■ **WORK INSTRUCTION**:
The answer must be every line below that contains the string "wrist".

Pose landmark coordinates:
============================================================
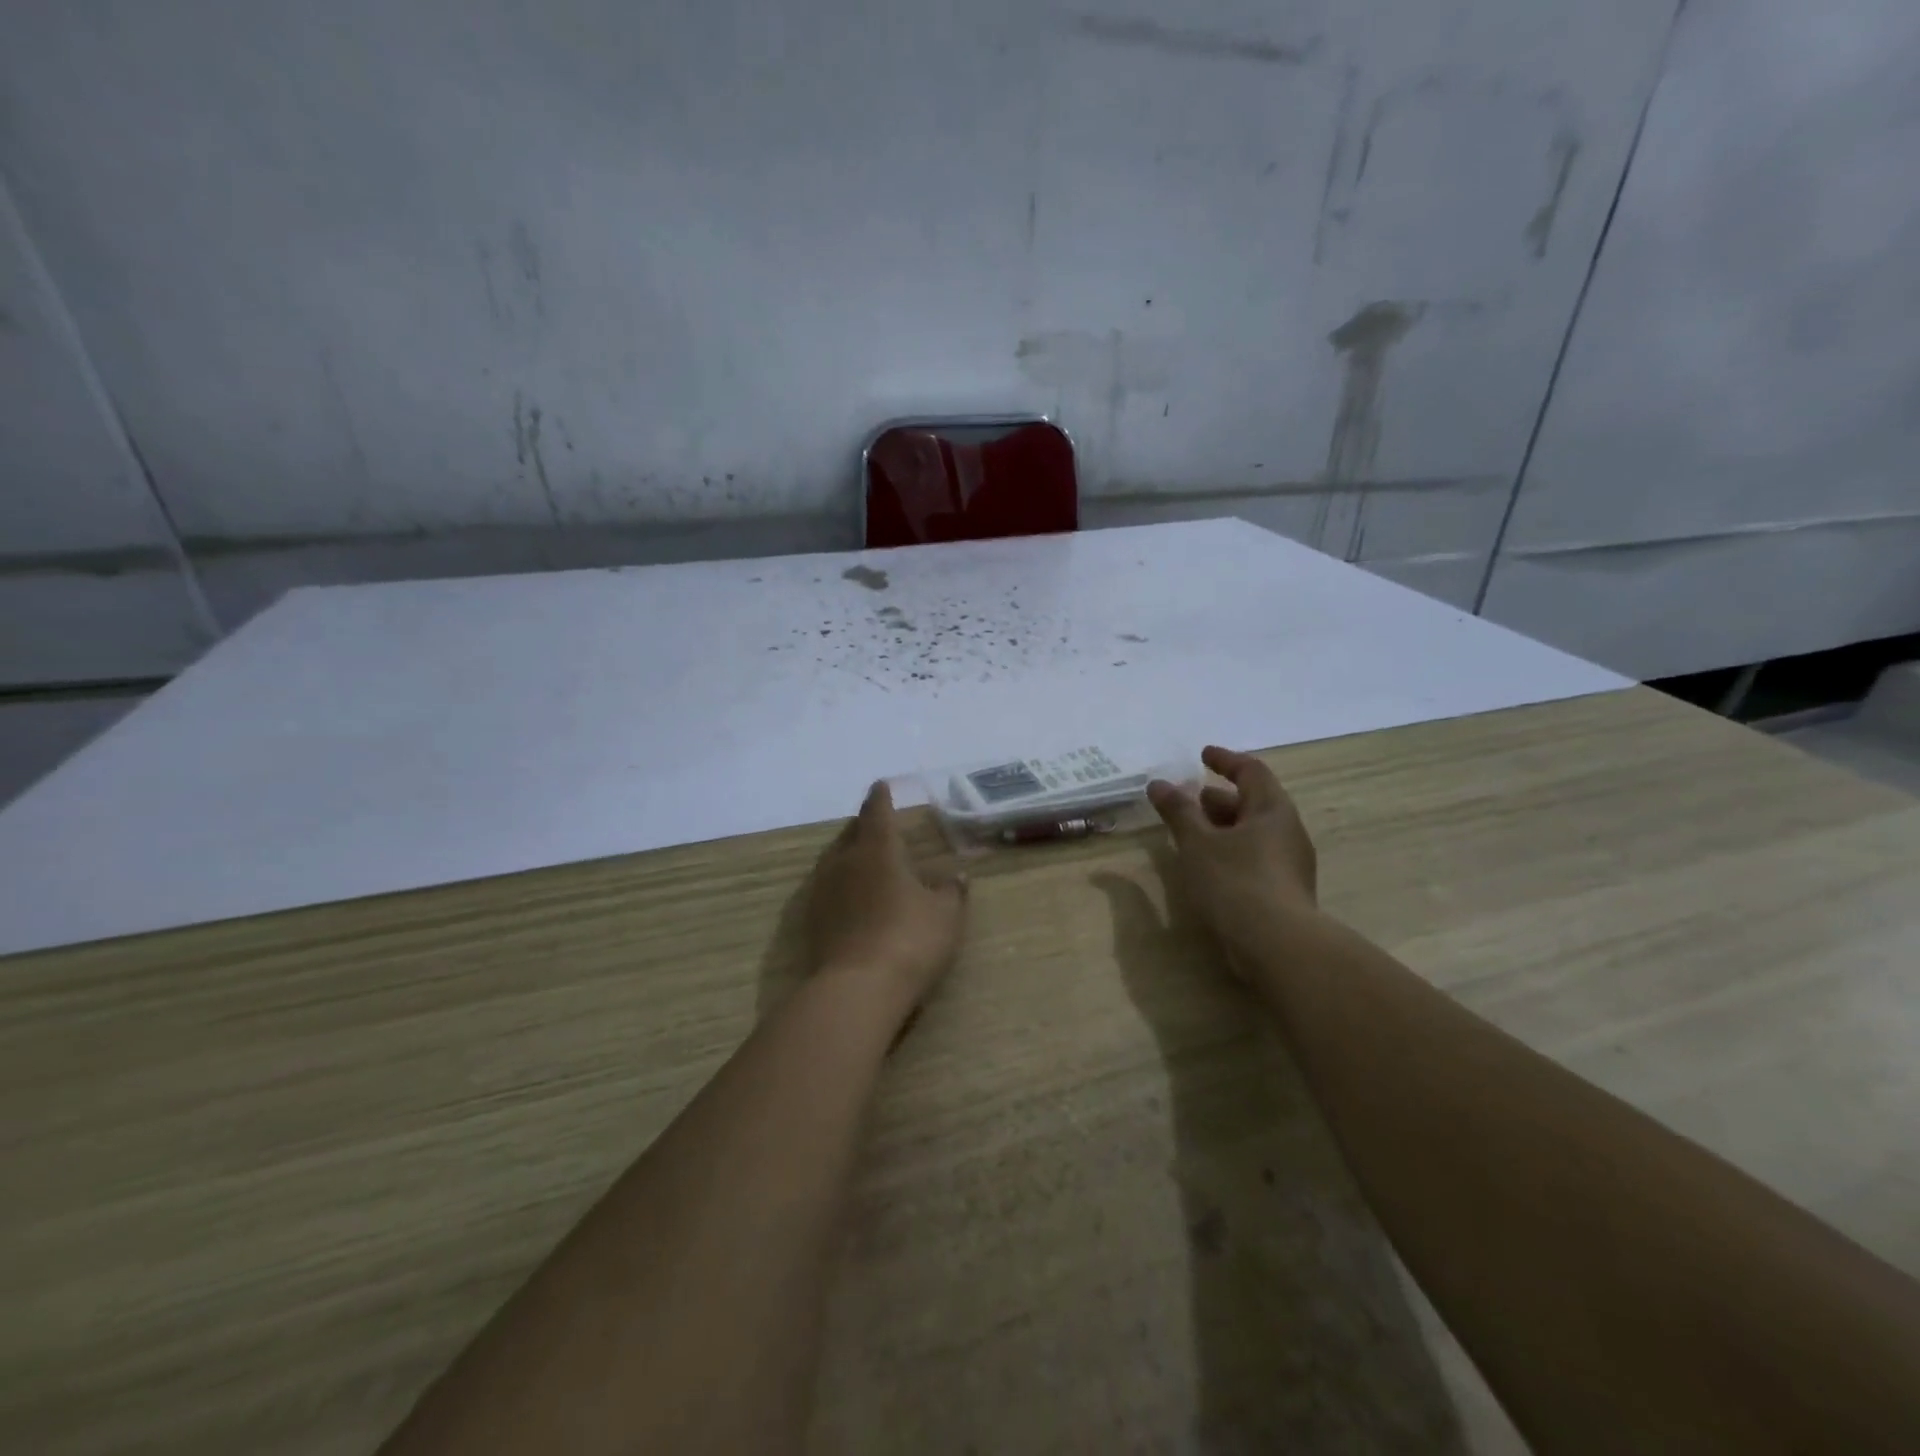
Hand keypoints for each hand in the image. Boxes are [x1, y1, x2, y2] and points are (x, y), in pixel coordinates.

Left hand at [805, 782, 967, 1020]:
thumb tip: (956, 876)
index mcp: (878, 849)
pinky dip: (839, 881)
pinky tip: (848, 893)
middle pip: (851, 833)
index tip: (880, 785)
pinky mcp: (812, 919)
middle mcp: (845, 861)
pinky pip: (827, 886)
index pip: (878, 812)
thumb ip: (951, 892)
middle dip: (862, 824)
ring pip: (834, 858)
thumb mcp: (945, 916)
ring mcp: (824, 890)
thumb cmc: (909, 940)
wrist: (857, 988)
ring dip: (847, 851)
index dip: (881, 798)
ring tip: (860, 854)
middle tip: (873, 820)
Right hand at [1147, 746, 1317, 963]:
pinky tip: (1208, 866)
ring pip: (1253, 833)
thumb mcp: (1197, 842)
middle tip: (1190, 798)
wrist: (1277, 946)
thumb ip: (1178, 811)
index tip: (1202, 755)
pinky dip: (1229, 851)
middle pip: (1253, 802)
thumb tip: (1158, 784)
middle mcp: (1287, 832)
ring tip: (1191, 833)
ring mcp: (1289, 864)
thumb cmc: (1235, 881)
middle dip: (1219, 798)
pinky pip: (1254, 858)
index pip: (1252, 771)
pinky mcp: (1284, 892)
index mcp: (1272, 810)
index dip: (1225, 760)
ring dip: (1222, 827)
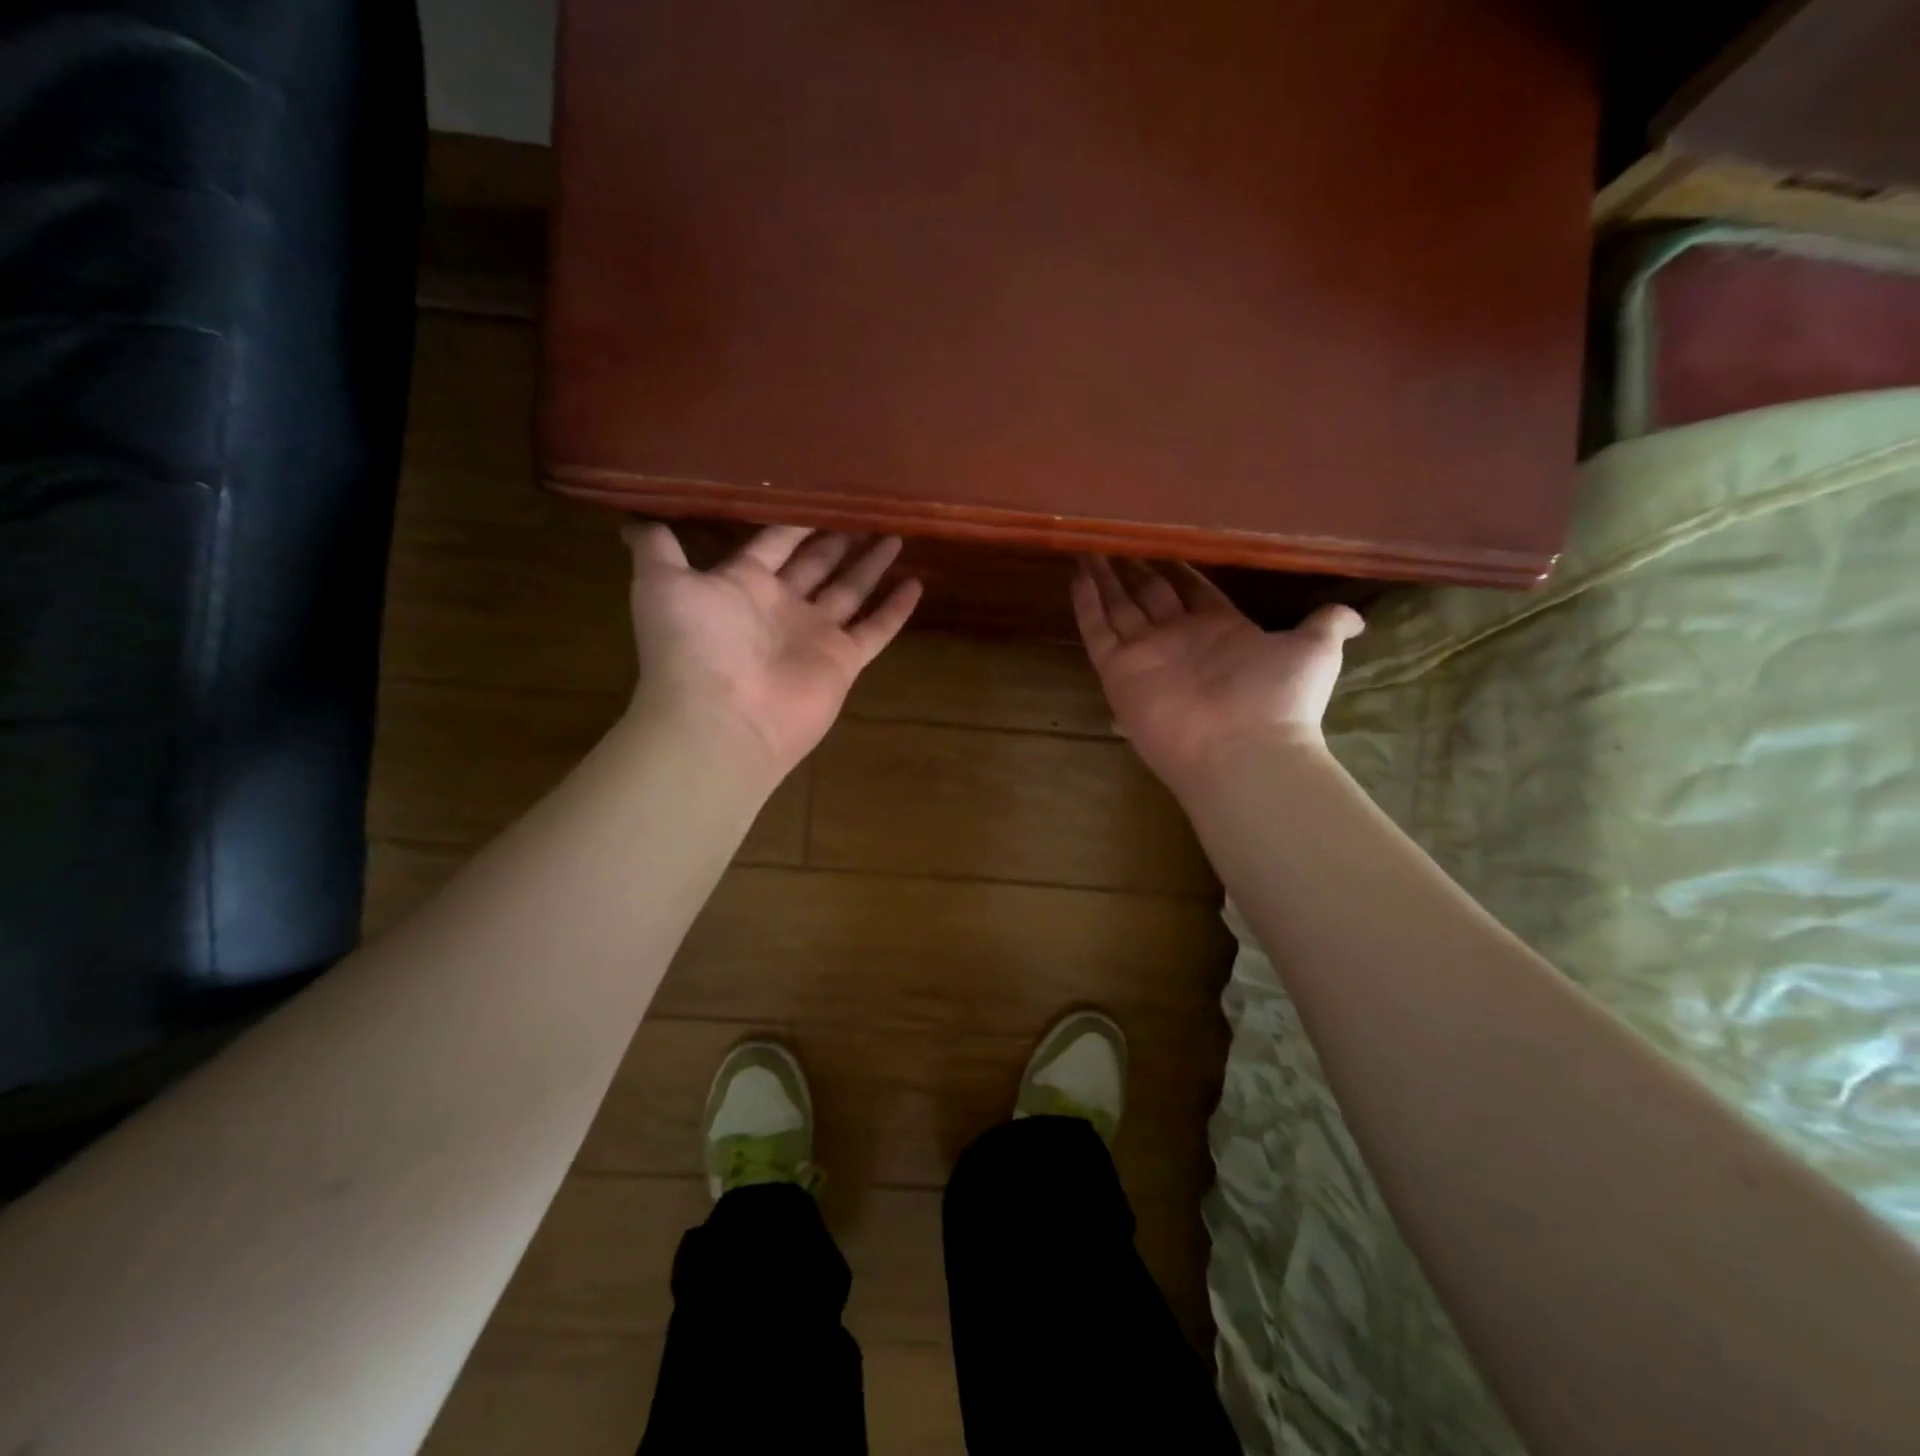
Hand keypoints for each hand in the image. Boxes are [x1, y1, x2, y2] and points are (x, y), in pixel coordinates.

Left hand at [624, 522, 921, 779]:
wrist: (722, 719)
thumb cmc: (693, 646)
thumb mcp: (662, 585)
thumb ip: (657, 549)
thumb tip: (631, 519)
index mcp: (743, 585)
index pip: (775, 543)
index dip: (795, 520)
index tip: (819, 493)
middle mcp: (782, 607)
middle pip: (817, 565)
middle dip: (838, 539)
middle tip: (865, 510)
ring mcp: (815, 635)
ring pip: (851, 591)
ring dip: (871, 565)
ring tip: (895, 534)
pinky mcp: (843, 661)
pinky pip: (876, 630)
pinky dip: (896, 609)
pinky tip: (917, 583)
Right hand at [1072, 556, 1362, 797]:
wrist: (1242, 750)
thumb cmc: (1279, 698)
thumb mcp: (1314, 651)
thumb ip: (1327, 625)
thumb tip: (1356, 616)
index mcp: (1221, 630)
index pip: (1191, 589)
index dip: (1176, 568)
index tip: (1162, 543)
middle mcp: (1179, 639)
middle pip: (1149, 596)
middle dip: (1133, 569)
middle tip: (1115, 540)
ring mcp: (1145, 654)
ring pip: (1118, 608)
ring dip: (1104, 579)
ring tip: (1087, 547)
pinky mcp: (1118, 669)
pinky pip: (1097, 629)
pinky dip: (1085, 602)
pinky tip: (1076, 572)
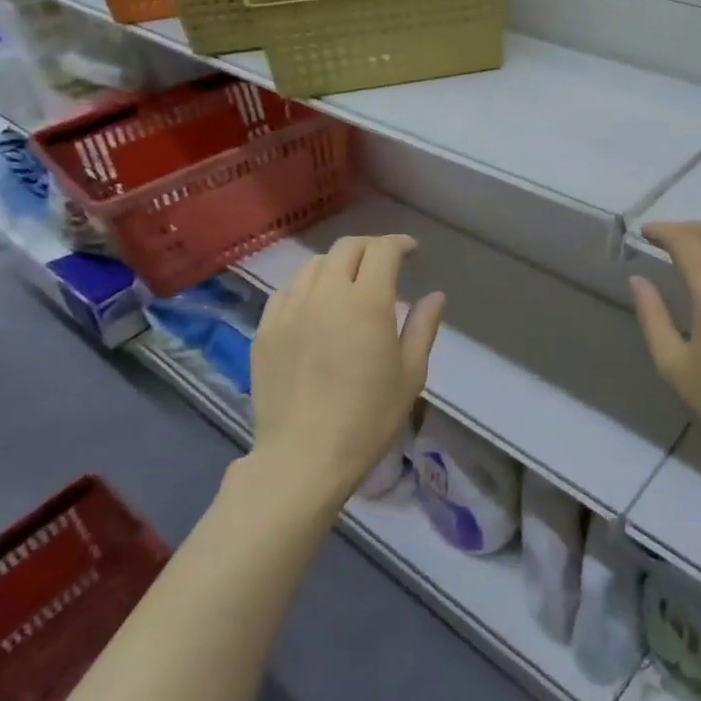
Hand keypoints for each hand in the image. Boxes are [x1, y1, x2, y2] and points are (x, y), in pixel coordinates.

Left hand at [250, 235, 444, 502]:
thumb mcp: (410, 374)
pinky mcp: (265, 329)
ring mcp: (290, 309)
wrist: (302, 457)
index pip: (382, 251)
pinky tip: (315, 304)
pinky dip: (307, 285)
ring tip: (348, 281)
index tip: (411, 251)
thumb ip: (423, 327)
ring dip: (337, 264)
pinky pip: (287, 290)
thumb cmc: (367, 418)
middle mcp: (326, 294)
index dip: (399, 243)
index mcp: (366, 302)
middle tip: (383, 262)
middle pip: (346, 248)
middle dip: (369, 248)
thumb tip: (435, 295)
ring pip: (313, 265)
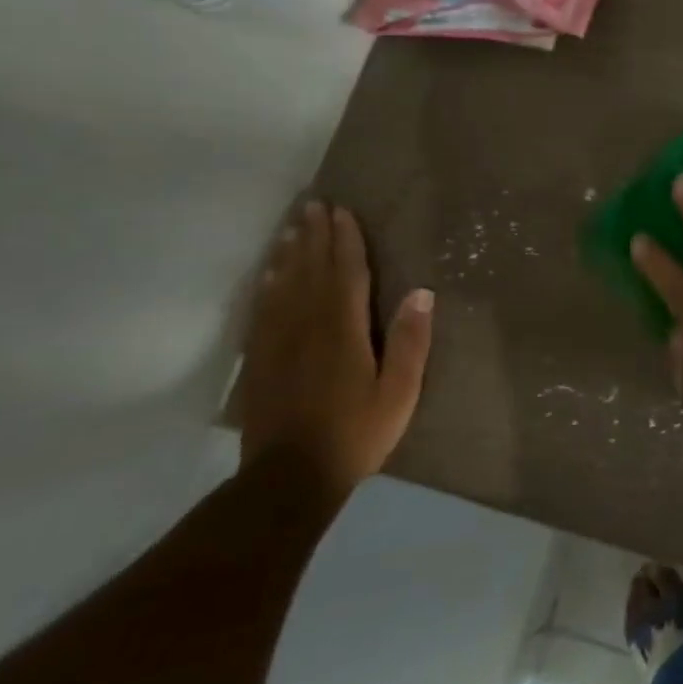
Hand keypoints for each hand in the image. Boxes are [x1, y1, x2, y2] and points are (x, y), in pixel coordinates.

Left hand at [238, 200, 433, 501]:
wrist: (288, 479)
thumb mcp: (399, 392)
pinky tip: (268, 274)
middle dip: (313, 235)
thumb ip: (410, 341)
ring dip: (289, 252)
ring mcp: (278, 341)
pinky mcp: (261, 359)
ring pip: (283, 284)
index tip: (342, 211)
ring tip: (291, 227)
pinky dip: (266, 285)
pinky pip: (262, 310)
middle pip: (310, 270)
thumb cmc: (355, 433)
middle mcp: (307, 325)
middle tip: (313, 205)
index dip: (345, 240)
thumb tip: (421, 293)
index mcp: (343, 330)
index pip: (345, 273)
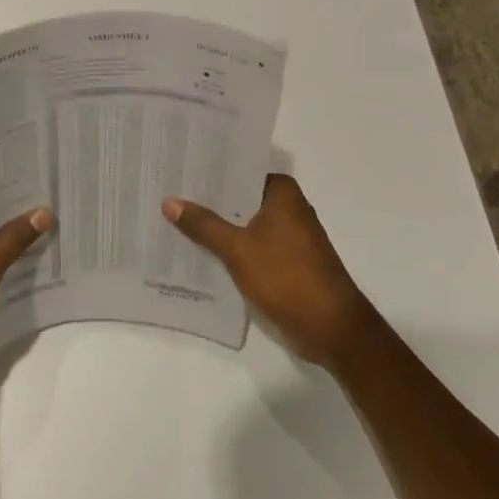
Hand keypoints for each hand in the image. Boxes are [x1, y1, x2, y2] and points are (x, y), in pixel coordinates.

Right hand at [163, 174, 369, 366]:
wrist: (331, 328)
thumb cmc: (287, 277)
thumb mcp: (238, 249)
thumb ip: (204, 225)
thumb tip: (169, 201)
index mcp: (282, 194)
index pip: (239, 171)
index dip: (209, 172)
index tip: (178, 170)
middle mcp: (288, 209)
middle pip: (239, 198)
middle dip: (207, 201)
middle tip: (167, 194)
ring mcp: (288, 237)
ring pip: (243, 223)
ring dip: (217, 226)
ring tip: (174, 220)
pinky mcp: (285, 262)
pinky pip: (250, 245)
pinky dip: (229, 247)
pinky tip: (199, 251)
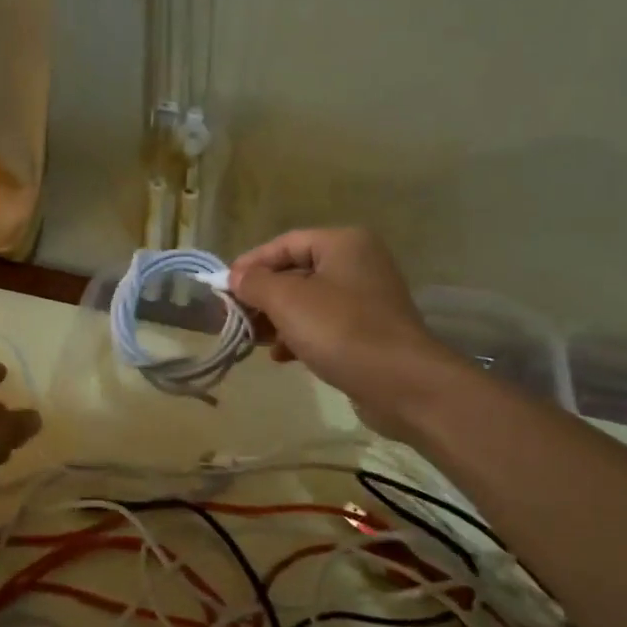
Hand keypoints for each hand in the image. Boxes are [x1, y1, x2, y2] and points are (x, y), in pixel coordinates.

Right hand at [229, 227, 458, 436]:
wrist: (402, 384)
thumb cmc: (341, 330)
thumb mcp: (288, 300)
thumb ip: (256, 283)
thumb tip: (236, 277)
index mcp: (343, 244)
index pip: (285, 243)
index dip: (252, 262)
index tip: (224, 287)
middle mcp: (358, 264)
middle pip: (296, 272)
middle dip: (263, 295)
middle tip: (235, 315)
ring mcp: (366, 299)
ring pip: (308, 302)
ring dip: (277, 319)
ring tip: (254, 339)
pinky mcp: (368, 331)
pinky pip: (323, 325)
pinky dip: (299, 336)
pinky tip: (282, 357)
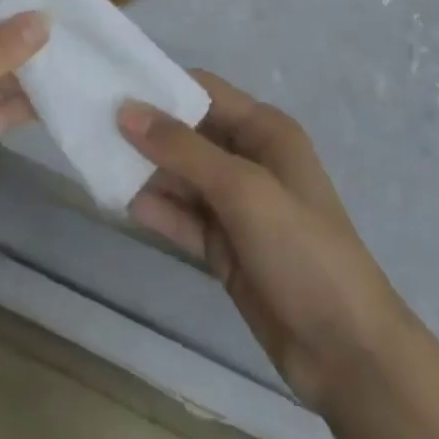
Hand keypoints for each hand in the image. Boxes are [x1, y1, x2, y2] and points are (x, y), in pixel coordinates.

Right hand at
============================================================
■ **RESPONSE TO THE TASK**:
wrist: (857, 988)
wrist: (1277, 946)
wrist: (722, 719)
wrist: (1242, 750)
wrist: (302, 457)
wrist: (288, 479)
wrist: (331, 328)
wrist: (402, 384)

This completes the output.